Data entries:
··········

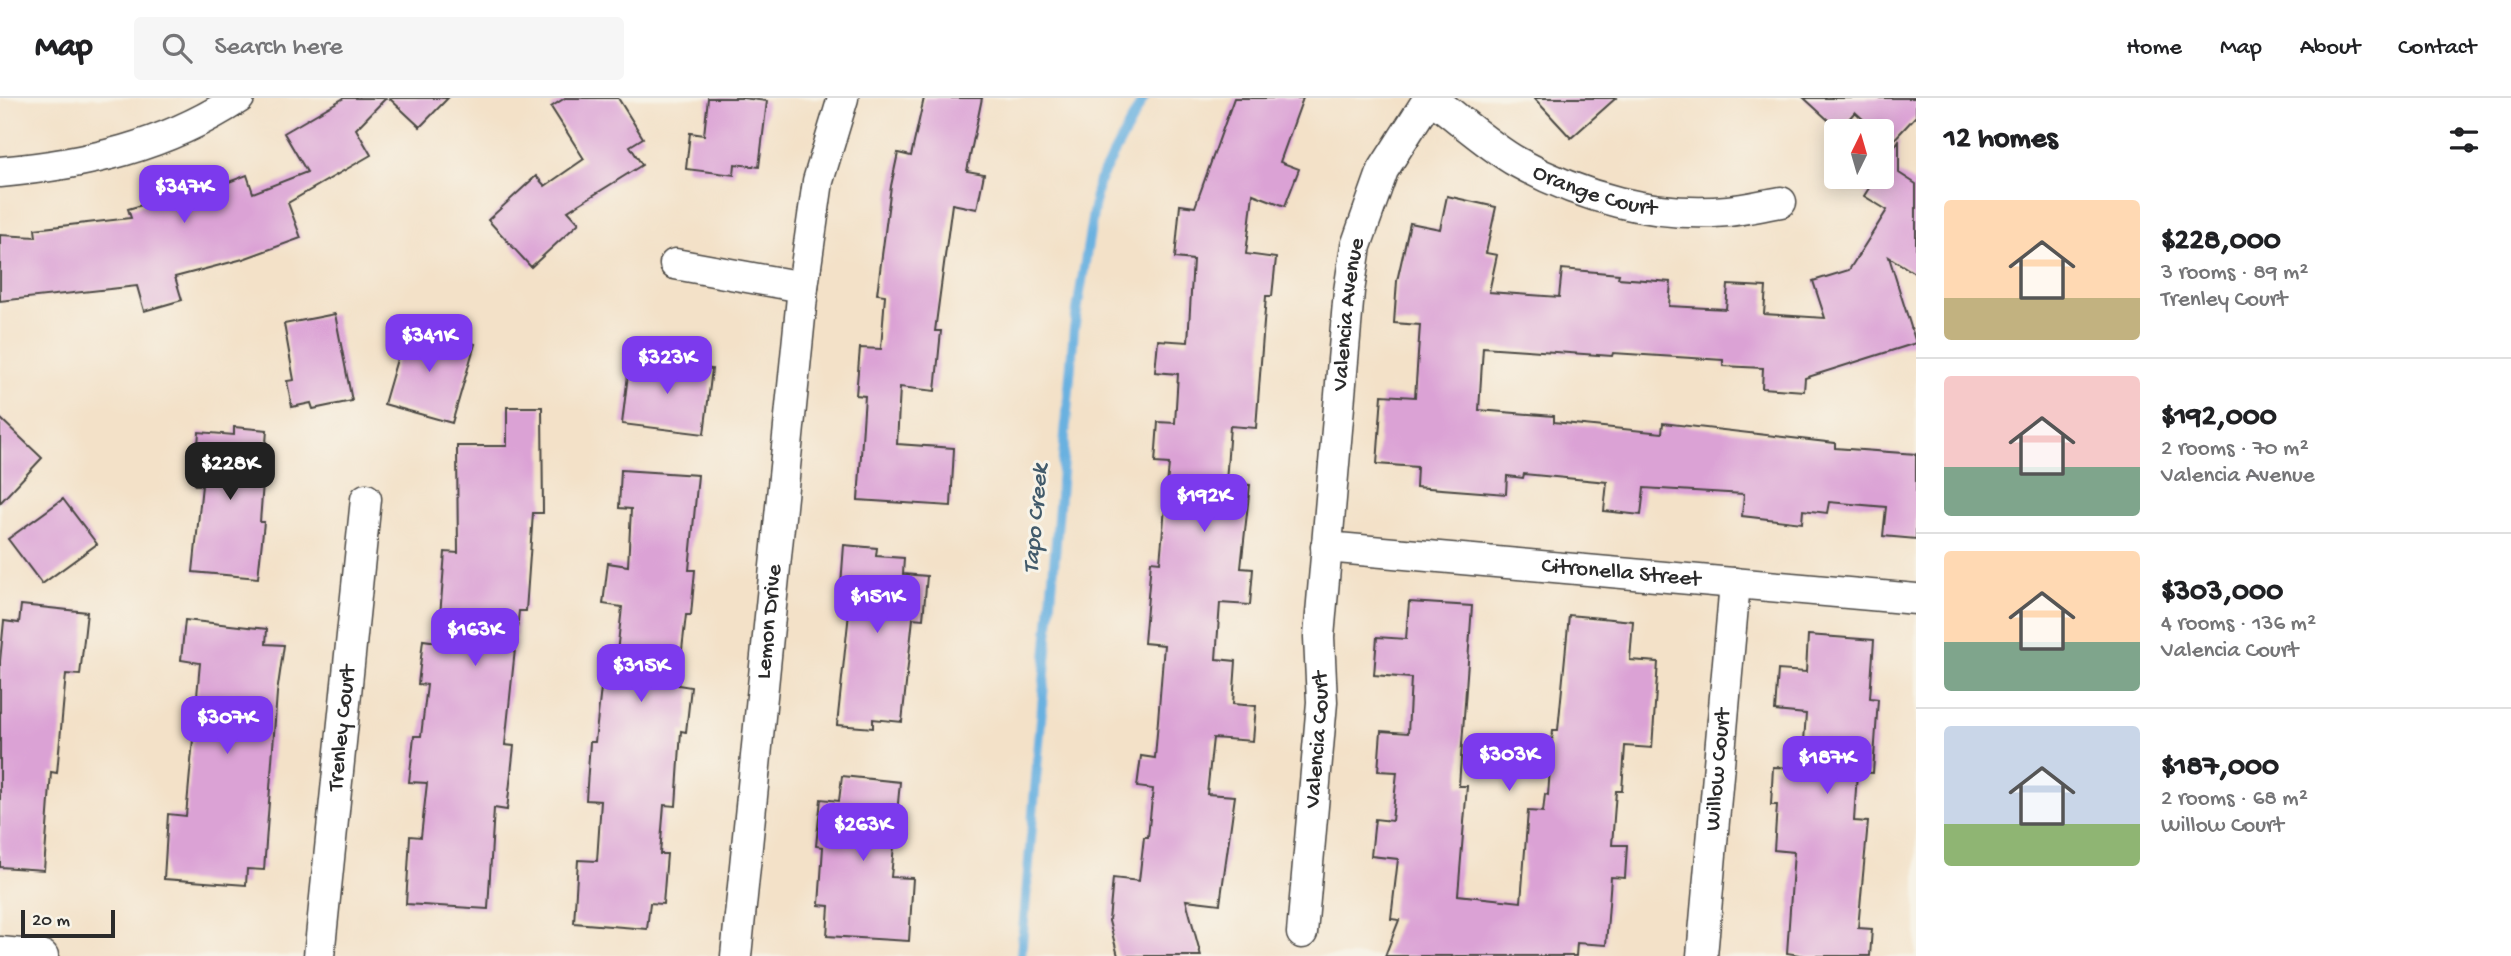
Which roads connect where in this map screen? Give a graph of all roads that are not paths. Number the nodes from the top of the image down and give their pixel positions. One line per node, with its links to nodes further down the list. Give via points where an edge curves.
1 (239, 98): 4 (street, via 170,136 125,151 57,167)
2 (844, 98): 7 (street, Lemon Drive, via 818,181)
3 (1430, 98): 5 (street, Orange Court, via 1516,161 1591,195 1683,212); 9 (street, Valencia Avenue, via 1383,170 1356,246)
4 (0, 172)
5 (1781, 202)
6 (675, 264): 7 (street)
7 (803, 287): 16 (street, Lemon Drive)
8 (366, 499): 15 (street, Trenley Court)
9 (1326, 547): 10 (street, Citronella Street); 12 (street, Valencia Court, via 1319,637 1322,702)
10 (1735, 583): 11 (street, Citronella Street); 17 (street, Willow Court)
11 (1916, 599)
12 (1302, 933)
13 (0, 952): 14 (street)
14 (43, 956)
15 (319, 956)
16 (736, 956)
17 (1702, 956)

··········

AIM OF THE EXERCISE
Copy all the lines of data exactly as they appear, dropping any images.

RESULT FOR THIS EXERCISE
Which roads connect where in this map screen? Give a graph of all roads that are not paths. Number the nodes from the top of the image down and give their pixel positions. One line per node, with its links to nodes further down the list. Give via points where an edge curves.
1 (239, 98): 4 (street, via 170,136 125,151 57,167)
2 (844, 98): 7 (street, Lemon Drive, via 818,181)
3 (1430, 98): 5 (street, Orange Court, via 1516,161 1591,195 1683,212); 9 (street, Valencia Avenue, via 1383,170 1356,246)
4 (0, 172)
5 (1781, 202)
6 (675, 264): 7 (street)
7 (803, 287): 16 (street, Lemon Drive)
8 (366, 499): 15 (street, Trenley Court)
9 (1326, 547): 10 (street, Citronella Street); 12 (street, Valencia Court, via 1319,637 1322,702)
10 (1735, 583): 11 (street, Citronella Street); 17 (street, Willow Court)
11 (1916, 599)
12 (1302, 933)
13 (0, 952): 14 (street)
14 (43, 956)
15 (319, 956)
16 (736, 956)
17 (1702, 956)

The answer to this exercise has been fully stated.